REQUIRED ACTION
Only the pictures stay out; please return all the entries below exactly as written.

SOURCE DATA
****

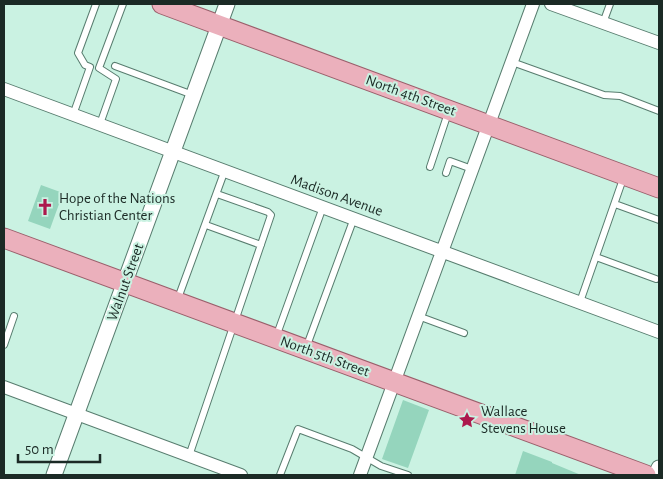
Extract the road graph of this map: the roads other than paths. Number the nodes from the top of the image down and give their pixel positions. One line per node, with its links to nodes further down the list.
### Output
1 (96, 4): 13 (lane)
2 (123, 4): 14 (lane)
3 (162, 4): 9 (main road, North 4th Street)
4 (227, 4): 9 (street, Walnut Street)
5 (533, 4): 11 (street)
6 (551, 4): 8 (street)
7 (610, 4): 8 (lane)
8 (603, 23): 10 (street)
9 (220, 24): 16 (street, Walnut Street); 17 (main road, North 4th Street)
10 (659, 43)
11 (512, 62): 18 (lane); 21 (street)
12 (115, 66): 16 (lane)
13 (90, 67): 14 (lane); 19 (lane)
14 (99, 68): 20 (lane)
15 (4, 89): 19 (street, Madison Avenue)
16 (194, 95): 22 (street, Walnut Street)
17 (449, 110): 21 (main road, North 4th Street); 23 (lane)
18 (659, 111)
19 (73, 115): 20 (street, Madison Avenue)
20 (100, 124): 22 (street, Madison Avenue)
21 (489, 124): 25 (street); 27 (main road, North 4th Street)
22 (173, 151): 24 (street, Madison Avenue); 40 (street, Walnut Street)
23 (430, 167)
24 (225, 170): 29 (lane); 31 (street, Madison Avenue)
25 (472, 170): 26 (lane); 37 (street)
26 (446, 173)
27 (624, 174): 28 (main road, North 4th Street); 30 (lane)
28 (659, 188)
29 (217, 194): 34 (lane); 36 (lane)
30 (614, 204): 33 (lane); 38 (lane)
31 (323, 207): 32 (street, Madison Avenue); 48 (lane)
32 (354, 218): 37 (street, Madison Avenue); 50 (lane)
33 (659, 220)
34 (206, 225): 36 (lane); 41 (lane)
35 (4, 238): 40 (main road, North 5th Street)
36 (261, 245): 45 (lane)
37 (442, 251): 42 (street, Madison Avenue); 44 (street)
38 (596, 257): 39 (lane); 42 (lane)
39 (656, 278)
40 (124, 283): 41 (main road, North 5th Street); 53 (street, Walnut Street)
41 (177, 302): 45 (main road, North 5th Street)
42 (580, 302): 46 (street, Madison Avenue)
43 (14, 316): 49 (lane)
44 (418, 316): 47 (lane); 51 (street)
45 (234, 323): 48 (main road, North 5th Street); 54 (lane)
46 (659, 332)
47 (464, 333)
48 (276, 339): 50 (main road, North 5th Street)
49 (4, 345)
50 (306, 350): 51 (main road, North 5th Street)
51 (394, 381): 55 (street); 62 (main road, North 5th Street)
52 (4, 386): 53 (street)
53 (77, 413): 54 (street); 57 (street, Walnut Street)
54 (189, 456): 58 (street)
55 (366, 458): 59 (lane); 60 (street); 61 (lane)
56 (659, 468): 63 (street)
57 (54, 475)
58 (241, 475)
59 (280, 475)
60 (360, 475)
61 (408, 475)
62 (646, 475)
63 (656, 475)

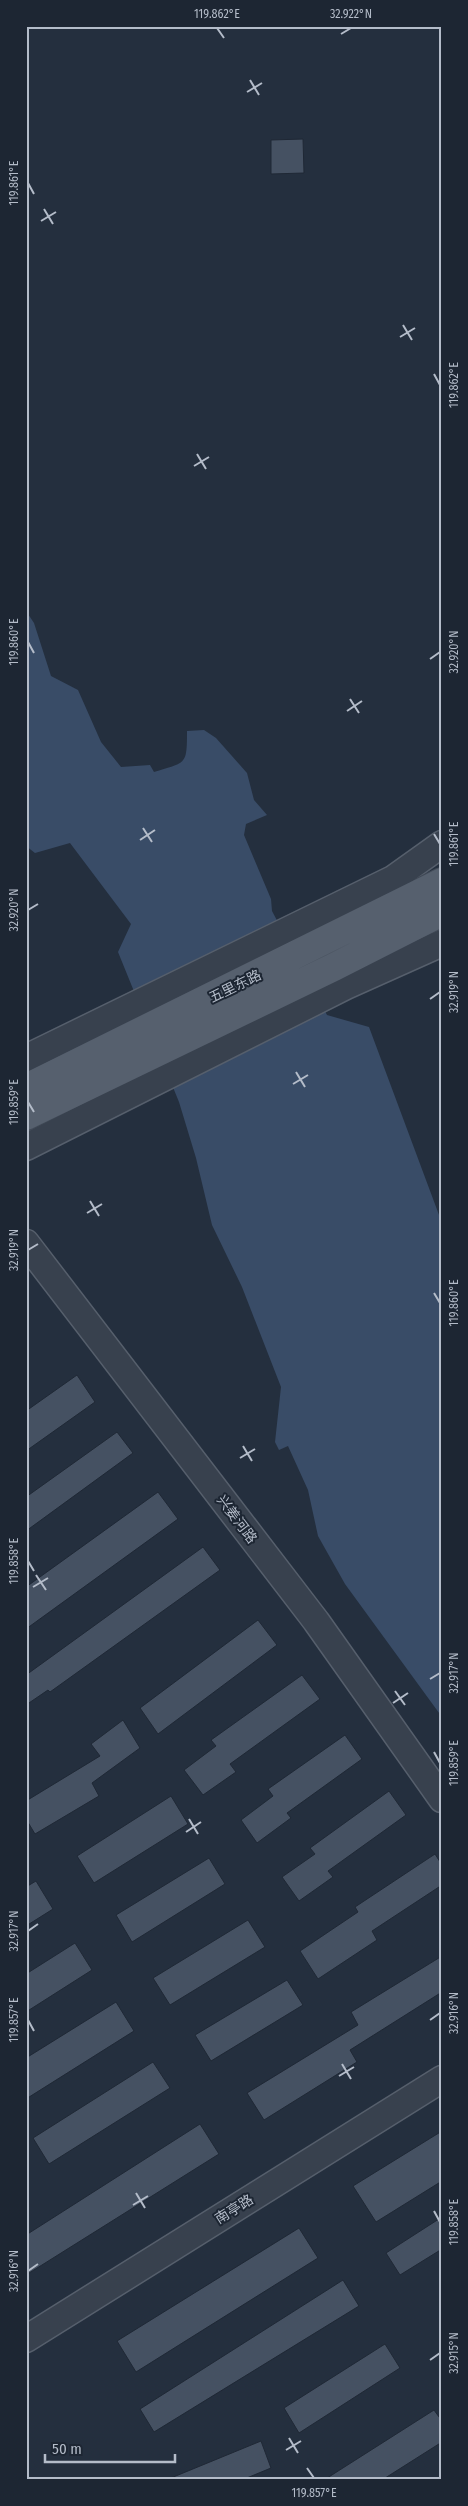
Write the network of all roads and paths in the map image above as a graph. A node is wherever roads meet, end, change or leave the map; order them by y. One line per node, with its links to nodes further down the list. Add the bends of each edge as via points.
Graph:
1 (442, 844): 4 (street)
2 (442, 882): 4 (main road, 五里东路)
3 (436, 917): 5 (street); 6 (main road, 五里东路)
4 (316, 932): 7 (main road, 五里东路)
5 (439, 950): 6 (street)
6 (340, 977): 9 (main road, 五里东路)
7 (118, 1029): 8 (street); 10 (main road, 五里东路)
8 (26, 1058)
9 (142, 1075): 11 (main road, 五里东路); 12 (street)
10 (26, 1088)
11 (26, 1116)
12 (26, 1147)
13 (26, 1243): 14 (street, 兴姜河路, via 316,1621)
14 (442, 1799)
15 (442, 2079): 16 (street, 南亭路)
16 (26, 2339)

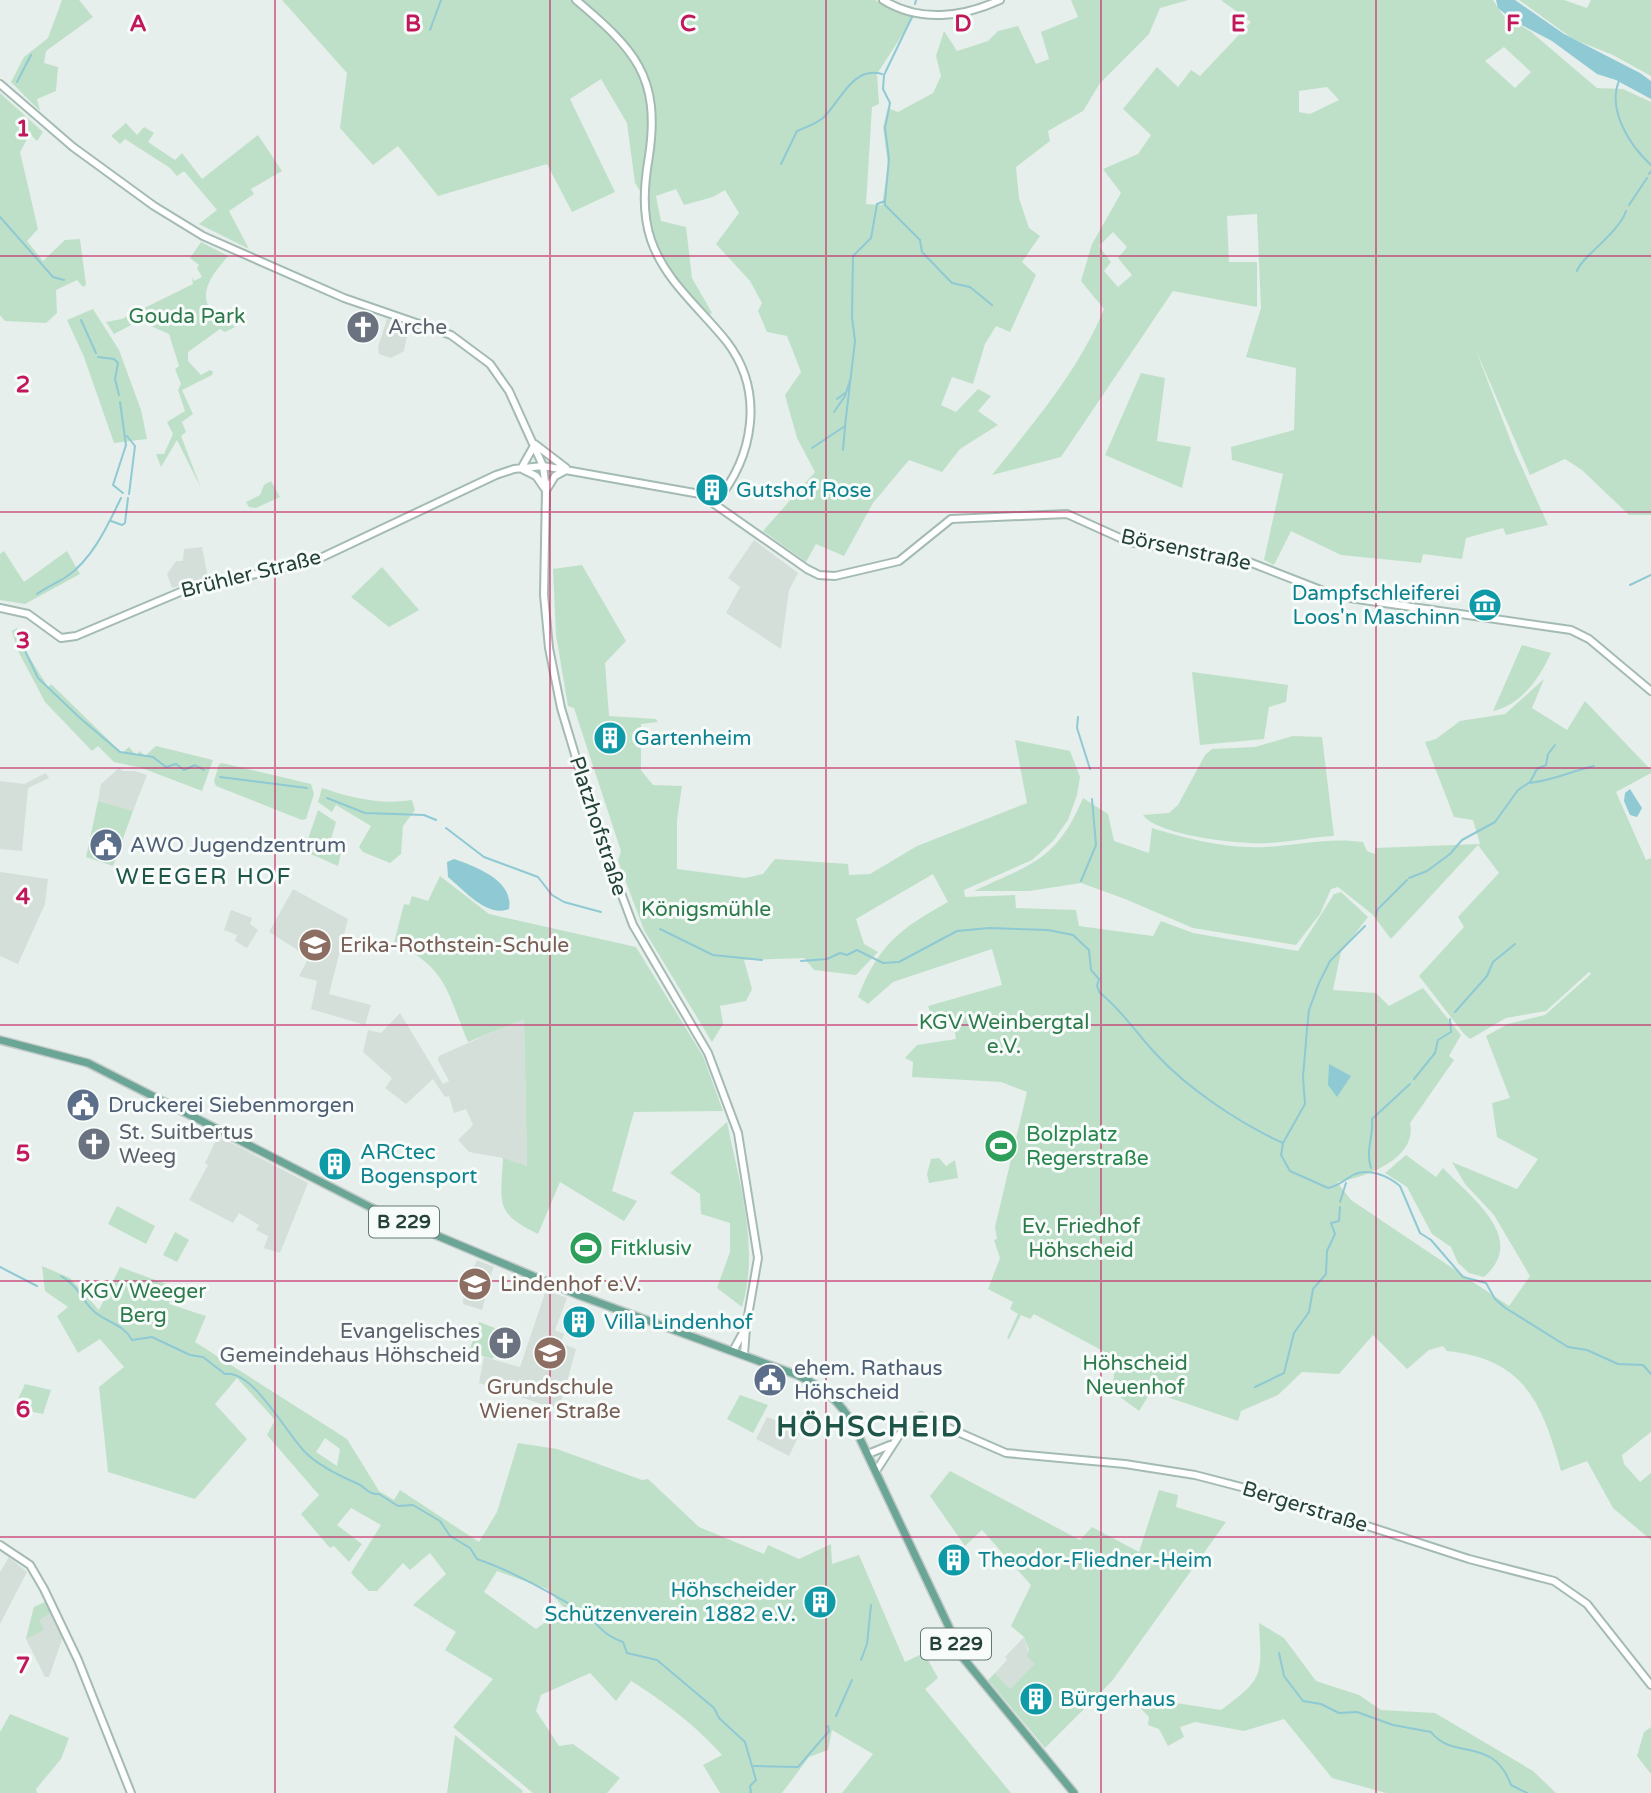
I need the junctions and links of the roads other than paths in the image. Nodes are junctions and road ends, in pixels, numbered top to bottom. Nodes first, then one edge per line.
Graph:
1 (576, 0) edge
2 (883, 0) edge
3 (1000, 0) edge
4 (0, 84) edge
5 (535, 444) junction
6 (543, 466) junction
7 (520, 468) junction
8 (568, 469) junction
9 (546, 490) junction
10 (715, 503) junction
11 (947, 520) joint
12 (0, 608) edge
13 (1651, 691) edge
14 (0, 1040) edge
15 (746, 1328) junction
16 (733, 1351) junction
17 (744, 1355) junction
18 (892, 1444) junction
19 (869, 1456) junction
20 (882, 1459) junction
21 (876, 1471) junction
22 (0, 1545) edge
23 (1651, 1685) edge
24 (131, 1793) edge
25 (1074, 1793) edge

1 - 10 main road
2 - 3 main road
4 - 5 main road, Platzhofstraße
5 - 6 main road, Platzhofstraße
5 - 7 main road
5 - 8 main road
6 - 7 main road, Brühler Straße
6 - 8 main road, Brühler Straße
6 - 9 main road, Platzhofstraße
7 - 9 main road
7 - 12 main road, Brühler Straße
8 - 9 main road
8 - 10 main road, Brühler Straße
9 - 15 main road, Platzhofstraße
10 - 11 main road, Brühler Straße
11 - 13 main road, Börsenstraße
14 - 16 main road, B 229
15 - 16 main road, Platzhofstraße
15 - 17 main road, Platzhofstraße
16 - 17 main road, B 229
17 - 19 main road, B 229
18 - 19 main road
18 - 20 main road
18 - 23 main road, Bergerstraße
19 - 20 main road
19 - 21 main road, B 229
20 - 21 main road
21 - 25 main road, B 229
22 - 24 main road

****

YOUR SOLUTION
Extract the road graph of this map: the roads other than paths. Number the nodes from the top of the image down and give their pixel positions. One line per node, with its links to nodes further down the list.
### Output
1 (96, 4): 13 (lane)
2 (123, 4): 14 (lane)
3 (162, 4): 9 (main road, North 4th Street)
4 (227, 4): 9 (street, Walnut Street)
5 (533, 4): 11 (street)
6 (551, 4): 8 (street)
7 (610, 4): 8 (lane)
8 (603, 23): 10 (street)
9 (220, 24): 16 (street, Walnut Street); 17 (main road, North 4th Street)
10 (659, 43)
11 (512, 62): 18 (lane); 21 (street)
12 (115, 66): 16 (lane)
13 (90, 67): 14 (lane); 19 (lane)
14 (99, 68): 20 (lane)
15 (4, 89): 19 (street, Madison Avenue)
16 (194, 95): 22 (street, Walnut Street)
17 (449, 110): 21 (main road, North 4th Street); 23 (lane)
18 (659, 111)
19 (73, 115): 20 (street, Madison Avenue)
20 (100, 124): 22 (street, Madison Avenue)
21 (489, 124): 25 (street); 27 (main road, North 4th Street)
22 (173, 151): 24 (street, Madison Avenue); 40 (street, Walnut Street)
23 (430, 167)
24 (225, 170): 29 (lane); 31 (street, Madison Avenue)
25 (472, 170): 26 (lane); 37 (street)
26 (446, 173)
27 (624, 174): 28 (main road, North 4th Street); 30 (lane)
28 (659, 188)
29 (217, 194): 34 (lane); 36 (lane)
30 (614, 204): 33 (lane); 38 (lane)
31 (323, 207): 32 (street, Madison Avenue); 48 (lane)
32 (354, 218): 37 (street, Madison Avenue); 50 (lane)
33 (659, 220)
34 (206, 225): 36 (lane); 41 (lane)
35 (4, 238): 40 (main road, North 5th Street)
36 (261, 245): 45 (lane)
37 (442, 251): 42 (street, Madison Avenue); 44 (street)
38 (596, 257): 39 (lane); 42 (lane)
39 (656, 278)
40 (124, 283): 41 (main road, North 5th Street); 53 (street, Walnut Street)
41 (177, 302): 45 (main road, North 5th Street)
42 (580, 302): 46 (street, Madison Avenue)
43 (14, 316): 49 (lane)
44 (418, 316): 47 (lane); 51 (street)
45 (234, 323): 48 (main road, North 5th Street); 54 (lane)
46 (659, 332)
47 (464, 333)
48 (276, 339): 50 (main road, North 5th Street)
49 (4, 345)
50 (306, 350): 51 (main road, North 5th Street)
51 (394, 381): 55 (street); 62 (main road, North 5th Street)
52 (4, 386): 53 (street)
53 (77, 413): 54 (street); 57 (street, Walnut Street)
54 (189, 456): 58 (street)
55 (366, 458): 59 (lane); 60 (street); 61 (lane)
56 (659, 468): 63 (street)
57 (54, 475)
58 (241, 475)
59 (280, 475)
60 (360, 475)
61 (408, 475)
62 (646, 475)
63 (656, 475)

Write the network of all roads and paths in the map image above as a graph. A node is wherever roads meet, end, change or leave the map; order them by y. One line per node, with its links to nodes further down the list. Add the bends of each edge as via points.
Graph:
1 (442, 844): 4 (street)
2 (442, 882): 4 (main road, 五里东路)
3 (436, 917): 5 (street); 6 (main road, 五里东路)
4 (316, 932): 7 (main road, 五里东路)
5 (439, 950): 6 (street)
6 (340, 977): 9 (main road, 五里东路)
7 (118, 1029): 8 (street); 10 (main road, 五里东路)
8 (26, 1058)
9 (142, 1075): 11 (main road, 五里东路); 12 (street)
10 (26, 1088)
11 (26, 1116)
12 (26, 1147)
13 (26, 1243): 14 (street, 兴姜河路, via 316,1621)
14 (442, 1799)
15 (442, 2079): 16 (street, 南亭路)
16 (26, 2339)

I need the junctions and links of the roads other than paths in the image. Nodes are junctions and road ends, in pixels, numbered top to bottom. Nodes first, then one edge per line.
Graph:
1 (576, 0) edge
2 (883, 0) edge
3 (1000, 0) edge
4 (0, 84) edge
5 (535, 444) junction
6 (543, 466) junction
7 (520, 468) junction
8 (568, 469) junction
9 (546, 490) junction
10 (715, 503) junction
11 (947, 520) joint
12 (0, 608) edge
13 (1651, 691) edge
14 (0, 1040) edge
15 (746, 1328) junction
16 (733, 1351) junction
17 (744, 1355) junction
18 (892, 1444) junction
19 (869, 1456) junction
20 (882, 1459) junction
21 (876, 1471) junction
22 (0, 1545) edge
23 (1651, 1685) edge
24 (131, 1793) edge
25 (1074, 1793) edge

1 - 10 main road
2 - 3 main road
4 - 5 main road, Platzhofstraße
5 - 6 main road, Platzhofstraße
5 - 7 main road
5 - 8 main road
6 - 7 main road, Brühler Straße
6 - 8 main road, Brühler Straße
6 - 9 main road, Platzhofstraße
7 - 9 main road
7 - 12 main road, Brühler Straße
8 - 9 main road
8 - 10 main road, Brühler Straße
9 - 15 main road, Platzhofstraße
10 - 11 main road, Brühler Straße
11 - 13 main road, Börsenstraße
14 - 16 main road, B 229
15 - 16 main road, Platzhofstraße
15 - 17 main road, Platzhofstraße
16 - 17 main road, B 229
17 - 19 main road, B 229
18 - 19 main road
18 - 20 main road
18 - 23 main road, Bergerstraße
19 - 20 main road
19 - 21 main road, B 229
20 - 21 main road
21 - 25 main road, B 229
22 - 24 main road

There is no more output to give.